- **What is being asked**: Exactly as written, transcribe the data from its opening line through the line containing "filter:drop-shadow(2px 0 #c5cac8)". Leave every picture out.

- **Input records**:

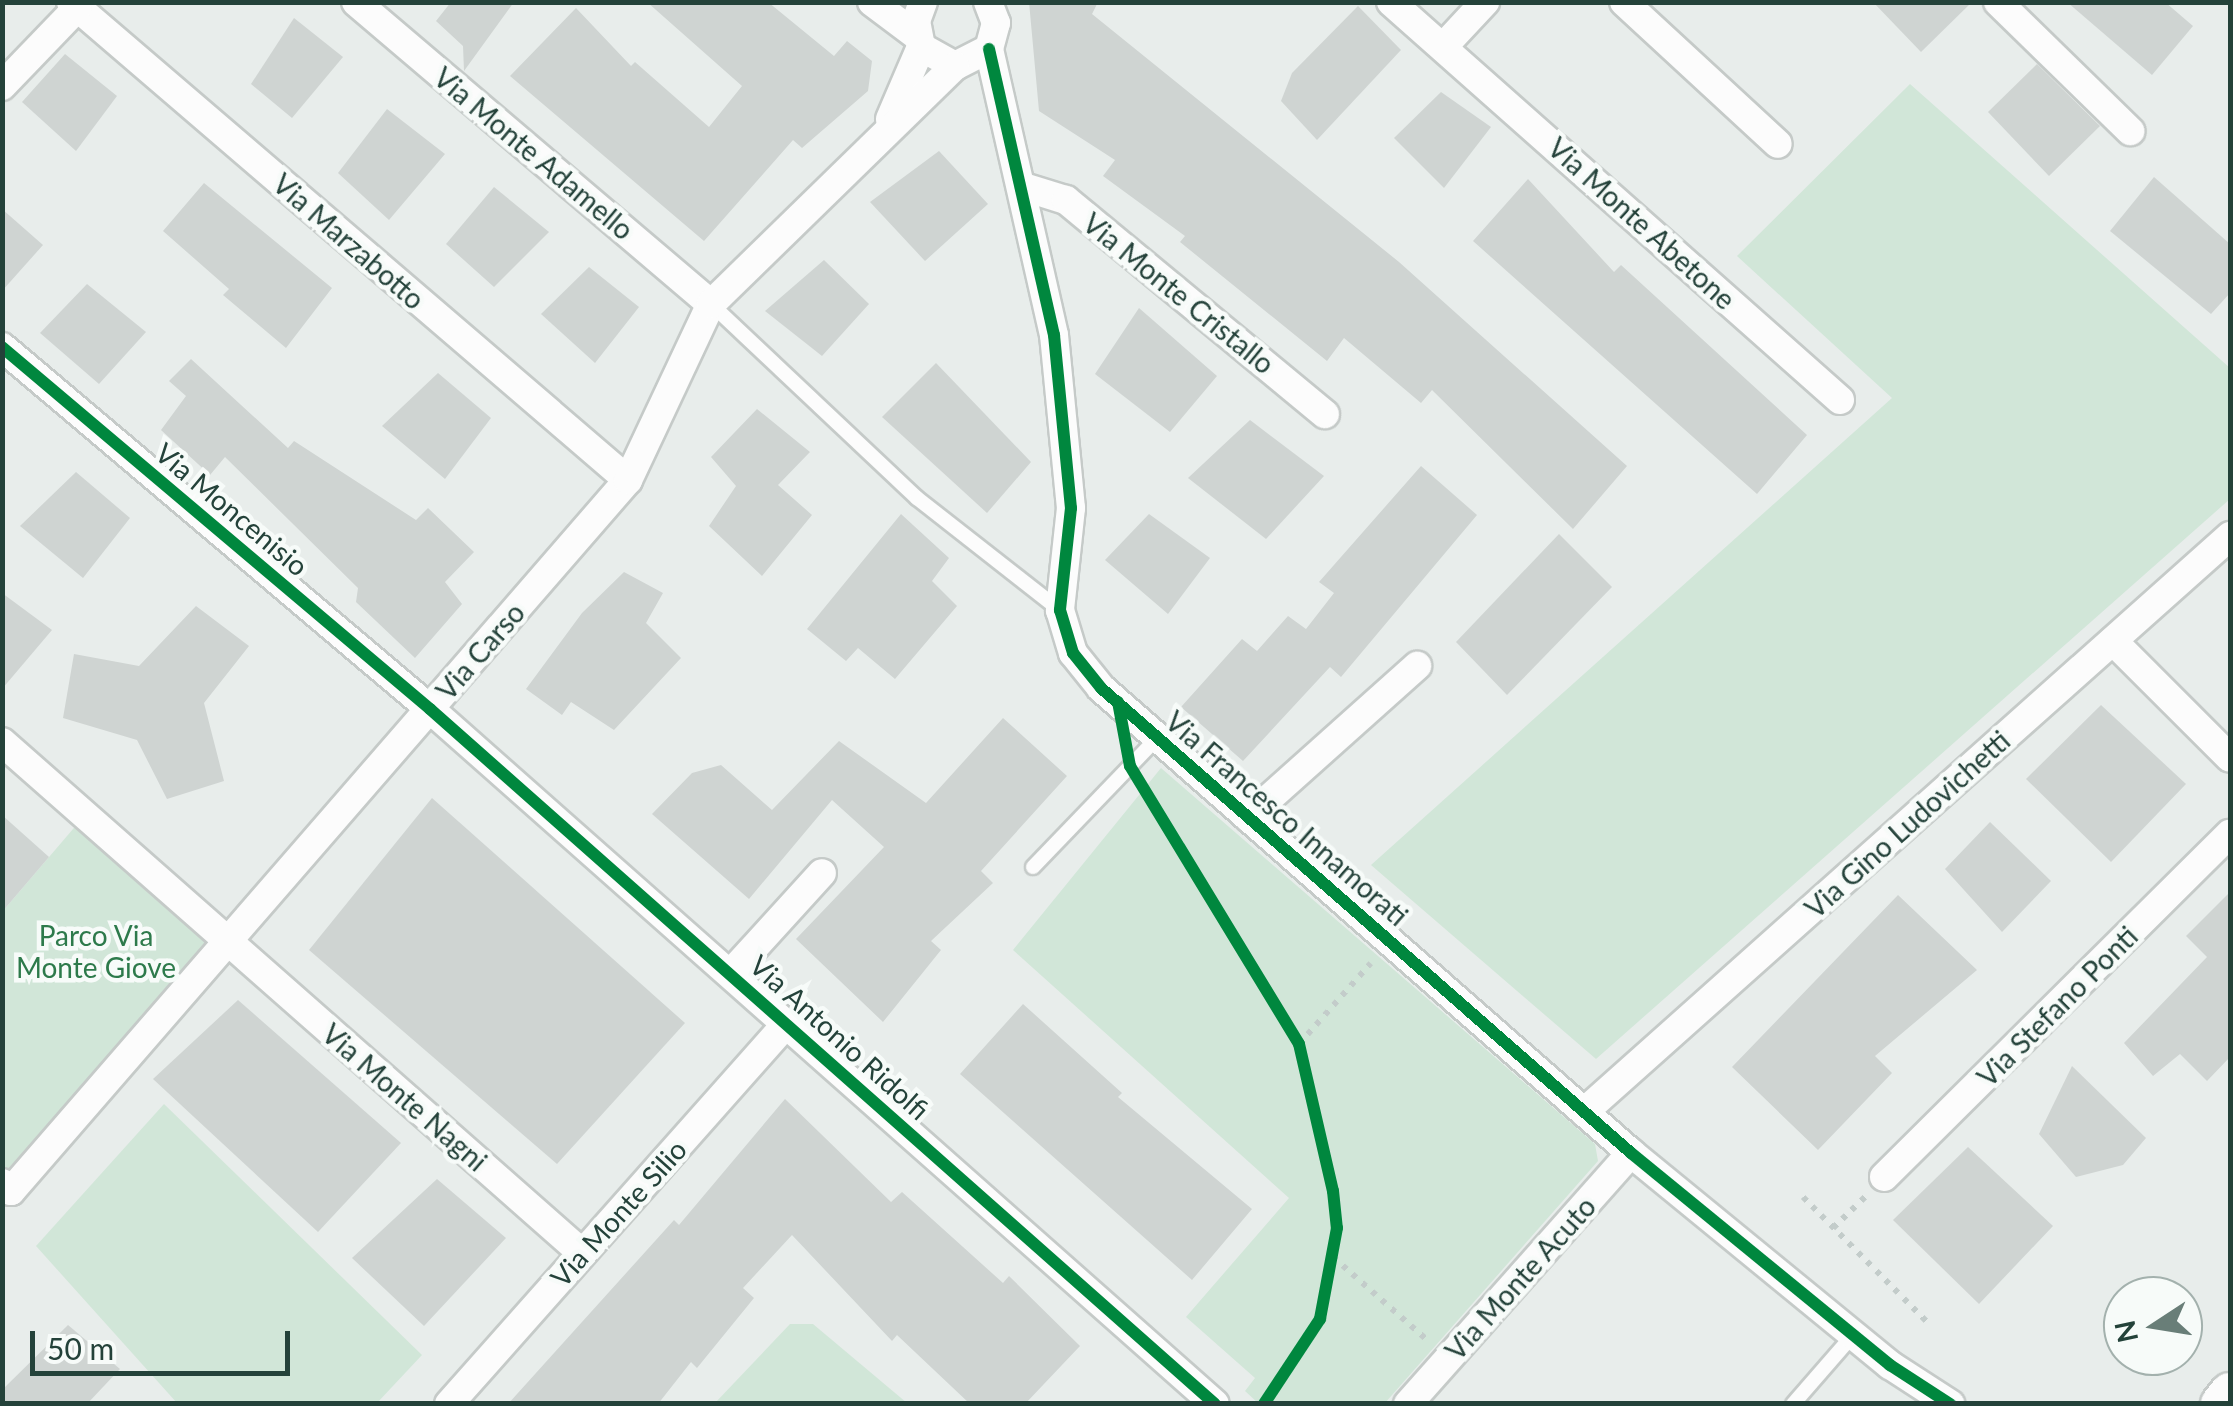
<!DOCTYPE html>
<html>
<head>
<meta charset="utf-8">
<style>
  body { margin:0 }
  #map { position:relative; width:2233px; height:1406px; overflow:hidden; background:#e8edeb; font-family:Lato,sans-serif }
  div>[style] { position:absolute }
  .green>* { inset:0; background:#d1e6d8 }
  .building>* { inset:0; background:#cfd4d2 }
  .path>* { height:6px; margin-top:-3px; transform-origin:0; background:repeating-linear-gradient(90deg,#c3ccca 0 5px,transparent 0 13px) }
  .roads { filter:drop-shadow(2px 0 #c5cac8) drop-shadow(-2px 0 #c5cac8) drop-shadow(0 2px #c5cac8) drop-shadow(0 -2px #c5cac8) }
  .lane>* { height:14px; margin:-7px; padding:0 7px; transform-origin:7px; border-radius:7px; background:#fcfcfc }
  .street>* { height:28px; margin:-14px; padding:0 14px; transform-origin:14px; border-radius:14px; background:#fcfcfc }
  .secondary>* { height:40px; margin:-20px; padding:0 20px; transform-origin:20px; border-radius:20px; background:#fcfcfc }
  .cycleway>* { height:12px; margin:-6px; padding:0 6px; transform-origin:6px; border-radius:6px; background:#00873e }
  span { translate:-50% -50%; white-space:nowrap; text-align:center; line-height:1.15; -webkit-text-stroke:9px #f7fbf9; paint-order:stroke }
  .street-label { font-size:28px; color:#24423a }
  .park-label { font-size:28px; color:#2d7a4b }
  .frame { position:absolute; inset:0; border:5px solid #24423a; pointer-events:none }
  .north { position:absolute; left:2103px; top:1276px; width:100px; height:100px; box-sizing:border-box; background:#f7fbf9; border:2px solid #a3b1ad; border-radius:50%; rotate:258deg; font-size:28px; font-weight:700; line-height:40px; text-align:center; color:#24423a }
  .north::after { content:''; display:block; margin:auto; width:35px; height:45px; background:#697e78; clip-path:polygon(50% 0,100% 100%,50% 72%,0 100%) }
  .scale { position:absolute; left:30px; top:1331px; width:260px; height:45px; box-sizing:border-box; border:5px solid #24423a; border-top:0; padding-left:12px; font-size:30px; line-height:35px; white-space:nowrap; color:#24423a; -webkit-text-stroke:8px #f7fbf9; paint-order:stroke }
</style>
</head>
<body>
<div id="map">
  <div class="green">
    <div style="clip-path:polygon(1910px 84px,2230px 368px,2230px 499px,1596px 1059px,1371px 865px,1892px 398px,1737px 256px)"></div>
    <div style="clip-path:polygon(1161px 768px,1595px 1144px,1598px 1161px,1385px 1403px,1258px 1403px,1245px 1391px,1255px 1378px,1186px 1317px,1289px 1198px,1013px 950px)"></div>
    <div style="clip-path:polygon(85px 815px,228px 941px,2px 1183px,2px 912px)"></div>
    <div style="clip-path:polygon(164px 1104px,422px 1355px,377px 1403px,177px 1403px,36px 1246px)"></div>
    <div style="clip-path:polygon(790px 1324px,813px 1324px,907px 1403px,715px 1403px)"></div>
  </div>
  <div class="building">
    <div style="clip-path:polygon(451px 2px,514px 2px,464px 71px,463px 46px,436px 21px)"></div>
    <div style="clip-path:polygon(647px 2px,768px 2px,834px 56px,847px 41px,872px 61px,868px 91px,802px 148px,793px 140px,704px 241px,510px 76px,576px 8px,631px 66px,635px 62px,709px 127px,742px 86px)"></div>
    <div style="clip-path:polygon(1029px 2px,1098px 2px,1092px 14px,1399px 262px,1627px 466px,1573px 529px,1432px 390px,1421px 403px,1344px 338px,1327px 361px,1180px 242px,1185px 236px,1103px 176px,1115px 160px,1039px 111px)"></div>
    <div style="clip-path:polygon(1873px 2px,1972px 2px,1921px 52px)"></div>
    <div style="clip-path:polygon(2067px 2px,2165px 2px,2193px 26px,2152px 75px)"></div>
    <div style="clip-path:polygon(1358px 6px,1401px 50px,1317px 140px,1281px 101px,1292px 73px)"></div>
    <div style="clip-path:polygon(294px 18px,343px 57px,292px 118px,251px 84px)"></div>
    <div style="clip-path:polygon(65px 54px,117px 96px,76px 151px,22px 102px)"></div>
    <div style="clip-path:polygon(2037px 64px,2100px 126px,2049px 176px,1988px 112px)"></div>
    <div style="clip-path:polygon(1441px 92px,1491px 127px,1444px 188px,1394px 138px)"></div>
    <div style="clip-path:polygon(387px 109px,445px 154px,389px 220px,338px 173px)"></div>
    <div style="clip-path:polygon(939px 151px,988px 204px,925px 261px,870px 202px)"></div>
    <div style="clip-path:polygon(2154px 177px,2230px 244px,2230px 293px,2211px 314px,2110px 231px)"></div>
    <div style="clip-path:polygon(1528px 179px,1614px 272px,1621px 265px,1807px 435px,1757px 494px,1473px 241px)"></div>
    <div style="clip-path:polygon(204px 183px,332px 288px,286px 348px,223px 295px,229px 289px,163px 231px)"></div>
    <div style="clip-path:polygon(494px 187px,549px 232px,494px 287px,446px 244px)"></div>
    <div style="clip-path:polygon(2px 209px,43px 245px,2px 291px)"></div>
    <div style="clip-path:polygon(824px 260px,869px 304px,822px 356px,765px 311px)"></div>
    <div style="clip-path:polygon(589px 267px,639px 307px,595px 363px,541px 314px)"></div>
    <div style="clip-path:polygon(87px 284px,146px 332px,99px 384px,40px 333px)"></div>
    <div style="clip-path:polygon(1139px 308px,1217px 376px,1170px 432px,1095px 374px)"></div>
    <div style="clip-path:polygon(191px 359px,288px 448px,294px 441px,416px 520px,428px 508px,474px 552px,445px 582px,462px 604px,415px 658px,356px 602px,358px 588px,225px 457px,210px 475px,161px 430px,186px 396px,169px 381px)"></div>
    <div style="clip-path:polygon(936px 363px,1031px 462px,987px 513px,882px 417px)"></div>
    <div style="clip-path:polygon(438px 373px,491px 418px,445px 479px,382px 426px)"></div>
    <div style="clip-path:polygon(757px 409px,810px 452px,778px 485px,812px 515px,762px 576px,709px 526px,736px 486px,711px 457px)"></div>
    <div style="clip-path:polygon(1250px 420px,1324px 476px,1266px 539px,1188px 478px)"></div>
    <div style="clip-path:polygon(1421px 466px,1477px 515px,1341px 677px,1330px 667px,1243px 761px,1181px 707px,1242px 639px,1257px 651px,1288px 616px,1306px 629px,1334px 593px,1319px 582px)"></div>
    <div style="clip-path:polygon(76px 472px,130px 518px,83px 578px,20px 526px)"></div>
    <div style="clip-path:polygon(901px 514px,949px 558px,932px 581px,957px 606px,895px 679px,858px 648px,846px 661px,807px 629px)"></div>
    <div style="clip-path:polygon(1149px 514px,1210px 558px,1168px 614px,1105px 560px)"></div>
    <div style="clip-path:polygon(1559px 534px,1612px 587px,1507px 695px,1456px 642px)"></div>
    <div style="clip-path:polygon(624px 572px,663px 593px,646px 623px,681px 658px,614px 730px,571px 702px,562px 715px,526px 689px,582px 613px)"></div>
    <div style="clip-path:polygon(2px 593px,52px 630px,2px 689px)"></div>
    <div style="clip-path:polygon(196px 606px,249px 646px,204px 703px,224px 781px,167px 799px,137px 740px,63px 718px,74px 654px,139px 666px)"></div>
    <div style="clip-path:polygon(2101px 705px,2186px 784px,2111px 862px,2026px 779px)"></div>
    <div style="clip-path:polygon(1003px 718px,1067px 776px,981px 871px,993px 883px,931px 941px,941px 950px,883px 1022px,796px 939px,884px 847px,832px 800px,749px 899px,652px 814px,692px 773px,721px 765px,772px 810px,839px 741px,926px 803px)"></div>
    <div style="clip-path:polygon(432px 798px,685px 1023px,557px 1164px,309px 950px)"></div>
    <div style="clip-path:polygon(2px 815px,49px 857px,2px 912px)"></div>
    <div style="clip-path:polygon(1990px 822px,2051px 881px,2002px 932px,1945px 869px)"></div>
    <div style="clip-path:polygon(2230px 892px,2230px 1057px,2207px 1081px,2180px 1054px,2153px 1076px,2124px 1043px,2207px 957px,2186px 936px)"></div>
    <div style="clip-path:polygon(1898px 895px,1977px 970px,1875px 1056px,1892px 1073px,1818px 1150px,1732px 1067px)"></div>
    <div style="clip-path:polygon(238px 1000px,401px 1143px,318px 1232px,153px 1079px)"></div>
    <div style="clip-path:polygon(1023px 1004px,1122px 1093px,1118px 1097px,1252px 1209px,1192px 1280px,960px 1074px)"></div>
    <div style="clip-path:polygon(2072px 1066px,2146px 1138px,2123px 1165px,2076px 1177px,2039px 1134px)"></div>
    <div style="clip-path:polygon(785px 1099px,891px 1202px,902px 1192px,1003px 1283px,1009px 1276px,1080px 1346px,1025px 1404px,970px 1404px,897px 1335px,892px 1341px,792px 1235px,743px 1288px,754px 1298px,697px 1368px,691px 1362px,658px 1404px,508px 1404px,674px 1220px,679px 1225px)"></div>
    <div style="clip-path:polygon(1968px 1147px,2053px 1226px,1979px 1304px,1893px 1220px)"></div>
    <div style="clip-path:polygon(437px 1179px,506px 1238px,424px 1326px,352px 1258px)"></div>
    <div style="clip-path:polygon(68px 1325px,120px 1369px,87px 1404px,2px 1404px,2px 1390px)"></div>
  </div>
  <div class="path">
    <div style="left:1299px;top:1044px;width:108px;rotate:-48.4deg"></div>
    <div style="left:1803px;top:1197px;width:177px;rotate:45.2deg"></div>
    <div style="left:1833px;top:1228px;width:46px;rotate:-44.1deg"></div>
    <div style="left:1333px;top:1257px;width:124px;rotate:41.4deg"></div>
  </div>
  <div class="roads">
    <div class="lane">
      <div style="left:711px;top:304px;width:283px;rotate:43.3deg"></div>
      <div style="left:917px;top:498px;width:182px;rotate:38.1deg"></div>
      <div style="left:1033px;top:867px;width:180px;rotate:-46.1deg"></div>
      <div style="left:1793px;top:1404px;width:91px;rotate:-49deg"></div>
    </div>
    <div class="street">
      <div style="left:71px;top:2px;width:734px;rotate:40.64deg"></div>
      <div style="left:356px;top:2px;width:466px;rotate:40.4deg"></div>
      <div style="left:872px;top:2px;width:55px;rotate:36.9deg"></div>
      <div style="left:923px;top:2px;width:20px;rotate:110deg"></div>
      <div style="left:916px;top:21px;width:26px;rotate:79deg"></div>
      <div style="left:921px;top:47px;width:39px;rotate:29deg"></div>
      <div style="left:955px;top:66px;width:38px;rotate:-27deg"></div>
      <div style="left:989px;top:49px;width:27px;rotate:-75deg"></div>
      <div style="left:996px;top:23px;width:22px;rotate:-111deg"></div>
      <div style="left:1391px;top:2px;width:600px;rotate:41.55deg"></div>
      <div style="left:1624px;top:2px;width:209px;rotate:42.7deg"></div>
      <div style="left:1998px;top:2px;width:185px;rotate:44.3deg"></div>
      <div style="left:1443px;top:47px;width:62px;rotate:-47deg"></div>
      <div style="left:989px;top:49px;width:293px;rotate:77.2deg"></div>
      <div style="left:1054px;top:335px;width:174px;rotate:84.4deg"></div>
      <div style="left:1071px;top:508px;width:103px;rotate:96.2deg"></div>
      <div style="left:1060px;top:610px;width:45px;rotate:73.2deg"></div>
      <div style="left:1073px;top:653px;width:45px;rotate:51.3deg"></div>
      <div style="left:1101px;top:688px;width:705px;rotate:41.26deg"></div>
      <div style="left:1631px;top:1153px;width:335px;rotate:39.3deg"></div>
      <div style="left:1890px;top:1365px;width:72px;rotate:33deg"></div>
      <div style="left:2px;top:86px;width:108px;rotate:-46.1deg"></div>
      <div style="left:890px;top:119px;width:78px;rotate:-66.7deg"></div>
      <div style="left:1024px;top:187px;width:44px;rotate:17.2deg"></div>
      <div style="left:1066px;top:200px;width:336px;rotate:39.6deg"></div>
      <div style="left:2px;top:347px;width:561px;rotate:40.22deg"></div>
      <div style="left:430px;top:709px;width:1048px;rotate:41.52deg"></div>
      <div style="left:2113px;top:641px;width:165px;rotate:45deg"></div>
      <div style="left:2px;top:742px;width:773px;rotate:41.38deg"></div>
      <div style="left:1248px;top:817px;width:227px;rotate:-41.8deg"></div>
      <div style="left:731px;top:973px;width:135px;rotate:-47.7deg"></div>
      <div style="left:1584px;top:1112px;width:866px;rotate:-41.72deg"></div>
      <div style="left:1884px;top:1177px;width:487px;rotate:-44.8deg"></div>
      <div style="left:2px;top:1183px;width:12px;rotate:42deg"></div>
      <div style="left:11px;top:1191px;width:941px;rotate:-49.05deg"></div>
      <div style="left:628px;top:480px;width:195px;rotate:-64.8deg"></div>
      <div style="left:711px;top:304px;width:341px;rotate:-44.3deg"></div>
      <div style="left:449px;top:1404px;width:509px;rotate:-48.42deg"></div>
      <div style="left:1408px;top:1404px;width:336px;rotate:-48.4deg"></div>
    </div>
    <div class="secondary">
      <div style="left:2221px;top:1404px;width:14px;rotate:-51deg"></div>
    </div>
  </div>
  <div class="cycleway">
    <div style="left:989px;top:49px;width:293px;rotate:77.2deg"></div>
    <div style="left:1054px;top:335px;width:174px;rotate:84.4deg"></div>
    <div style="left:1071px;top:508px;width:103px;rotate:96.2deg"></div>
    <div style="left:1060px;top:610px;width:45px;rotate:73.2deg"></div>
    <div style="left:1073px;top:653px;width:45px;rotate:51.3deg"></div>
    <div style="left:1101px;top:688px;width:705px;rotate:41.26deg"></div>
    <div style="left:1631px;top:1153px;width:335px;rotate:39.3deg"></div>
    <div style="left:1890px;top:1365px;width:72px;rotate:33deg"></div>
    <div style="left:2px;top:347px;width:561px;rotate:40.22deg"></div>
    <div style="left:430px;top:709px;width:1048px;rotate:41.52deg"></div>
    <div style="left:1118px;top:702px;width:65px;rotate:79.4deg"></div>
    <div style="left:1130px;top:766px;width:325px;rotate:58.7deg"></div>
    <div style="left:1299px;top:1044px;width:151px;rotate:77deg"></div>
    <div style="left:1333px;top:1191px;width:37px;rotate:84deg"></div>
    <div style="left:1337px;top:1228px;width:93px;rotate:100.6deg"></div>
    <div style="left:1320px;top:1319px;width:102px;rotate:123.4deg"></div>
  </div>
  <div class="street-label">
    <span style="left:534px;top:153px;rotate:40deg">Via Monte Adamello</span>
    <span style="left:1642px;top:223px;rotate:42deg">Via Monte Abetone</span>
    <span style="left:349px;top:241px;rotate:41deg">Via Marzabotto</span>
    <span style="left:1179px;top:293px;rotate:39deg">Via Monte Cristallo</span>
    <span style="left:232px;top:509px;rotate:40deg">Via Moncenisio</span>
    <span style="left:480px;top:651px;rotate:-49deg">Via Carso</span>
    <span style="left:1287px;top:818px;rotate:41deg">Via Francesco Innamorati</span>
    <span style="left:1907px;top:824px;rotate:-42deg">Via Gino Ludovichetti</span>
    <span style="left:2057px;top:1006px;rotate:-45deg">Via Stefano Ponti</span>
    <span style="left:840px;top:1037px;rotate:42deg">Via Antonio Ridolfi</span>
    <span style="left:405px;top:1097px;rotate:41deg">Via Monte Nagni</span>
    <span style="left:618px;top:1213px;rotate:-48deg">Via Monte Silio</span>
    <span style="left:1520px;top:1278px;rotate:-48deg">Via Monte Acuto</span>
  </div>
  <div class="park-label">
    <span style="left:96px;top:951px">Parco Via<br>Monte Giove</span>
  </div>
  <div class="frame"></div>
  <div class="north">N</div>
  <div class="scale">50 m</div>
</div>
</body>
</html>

- **Answer for this exercise**:
<!DOCTYPE html>
<html>
<head>
<meta charset="utf-8">
<style>
  body { margin:0 }
  #map { position:relative; width:2233px; height:1406px; overflow:hidden; background:#e8edeb; font-family:Lato,sans-serif }
  div>[style] { position:absolute }
  .green>* { inset:0; background:#d1e6d8 }
  .building>* { inset:0; background:#cfd4d2 }
  .path>* { height:6px; margin-top:-3px; transform-origin:0; background:repeating-linear-gradient(90deg,#c3ccca 0 5px,transparent 0 13px) }
  .roads { filter:drop-shadow(2px 0 #c5cac8) drop-shadow(-2px 0 #c5cac8) drop-shadow(0 2px #c5cac8) drop-shadow(0 -2px #c5cac8) }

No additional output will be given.